Today, the House Intelligence Committee released a memorandum detailing what it sees as the FBI’s bias in the Trump-Russia investigation.
You should ignore it.
In the past few hours, I’ve read scathing criticisms about how it’s a criminal release of confidential information to the public for political gain, how it’s a partisan hit piece, and conversely how it’s reason enough to end the investigation. While it’s definitely partisan, it’s neither criminal nor irresponsible in and of itself. However, it’s not the stunning revelation it’s trumpeted to be, but instead contains absolutely nothing that hasn’t been public knowledge all along.

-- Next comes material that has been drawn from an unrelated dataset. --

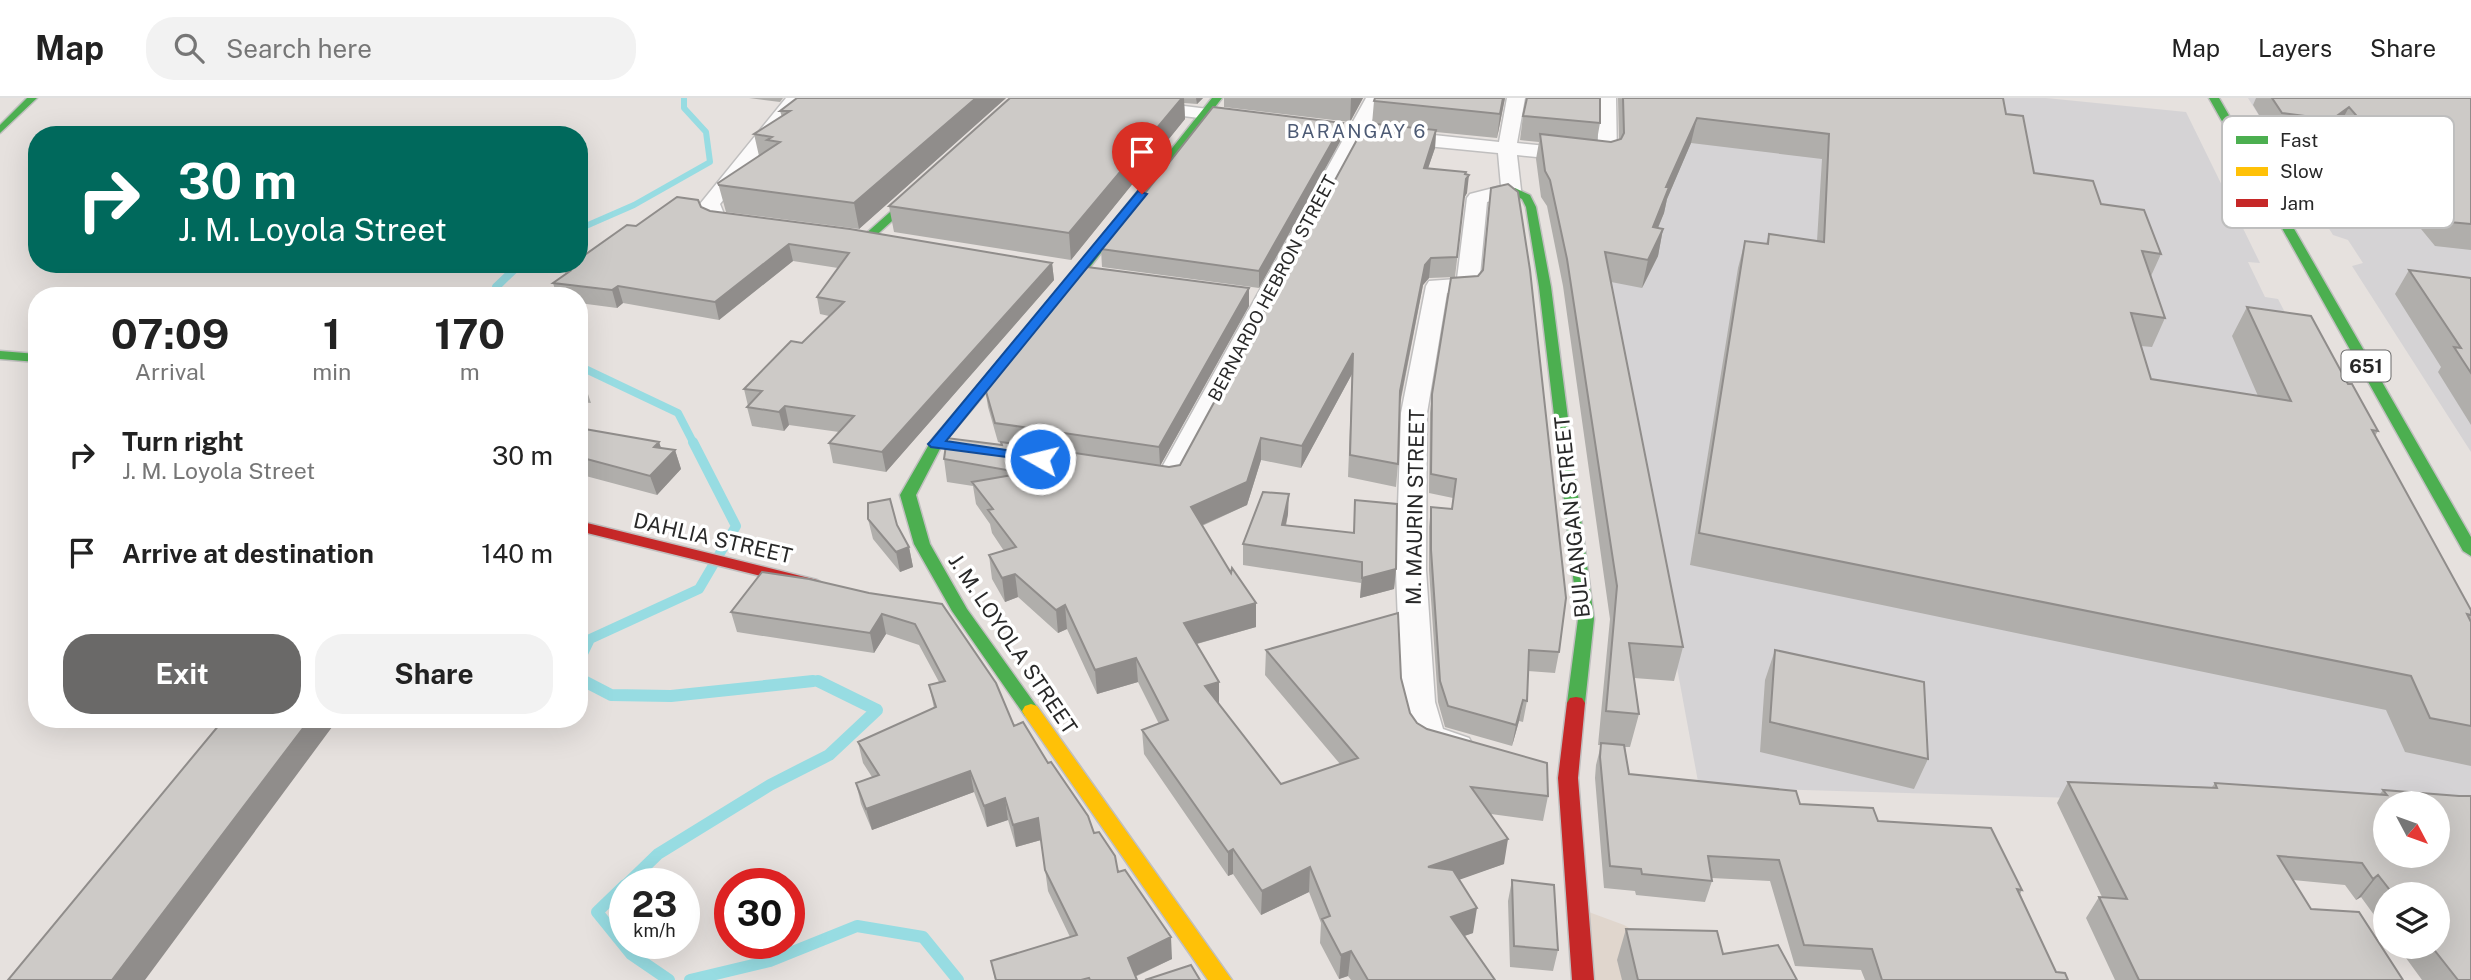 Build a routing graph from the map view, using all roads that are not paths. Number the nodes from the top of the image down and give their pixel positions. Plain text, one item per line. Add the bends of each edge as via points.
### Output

If you haven’t grown deathly bored of the subject already, keep reading and I’ll explain. (If you have, skip two or three paragraphs.)
This memo reveals that the roots of the Trump-Russia investigation were based in the “Steele Dossier”, which began as politically-funded opposition research. It implies in detail that the FBI had no reasonable foundation from which to begin its inquiries, and all-but-accuses the officials who decided to go ahead with the investigation of doing so with political motivations. And, from a certain point of view, that’s all true.
On the other hand, it’s meaningless.
The investigation may have been begun without a firm foundation, but it was opened legally. It met the criteria for legitimacy at the time, given the level of knowledge that was then available. After all, in order to demonstrate the ludicrous nature of the “Steele Dossier”, it did need investigating. What the memo neglects to mention is that, during the normal course of this process, more was revealed that served as reasonable foundation for further inquiries.
Imagine if you will a traffic stop: The car is pulled over because a tail light is out, but during the curbside interview it becomes apparent the driver is intoxicated. The driver can be charged — and that’s true even if it turns out the tail light was working just fine, but the officer was mistaken.
This memo is just the headline of the day. Like three of four headlines under the present administration, it’s just more distraction, a meaningless bit of confusing fluff meant to distract, and one day to add to the burden of doubt that will influence public opinion in the event of impeachment proceedings.
In short, just ignore it.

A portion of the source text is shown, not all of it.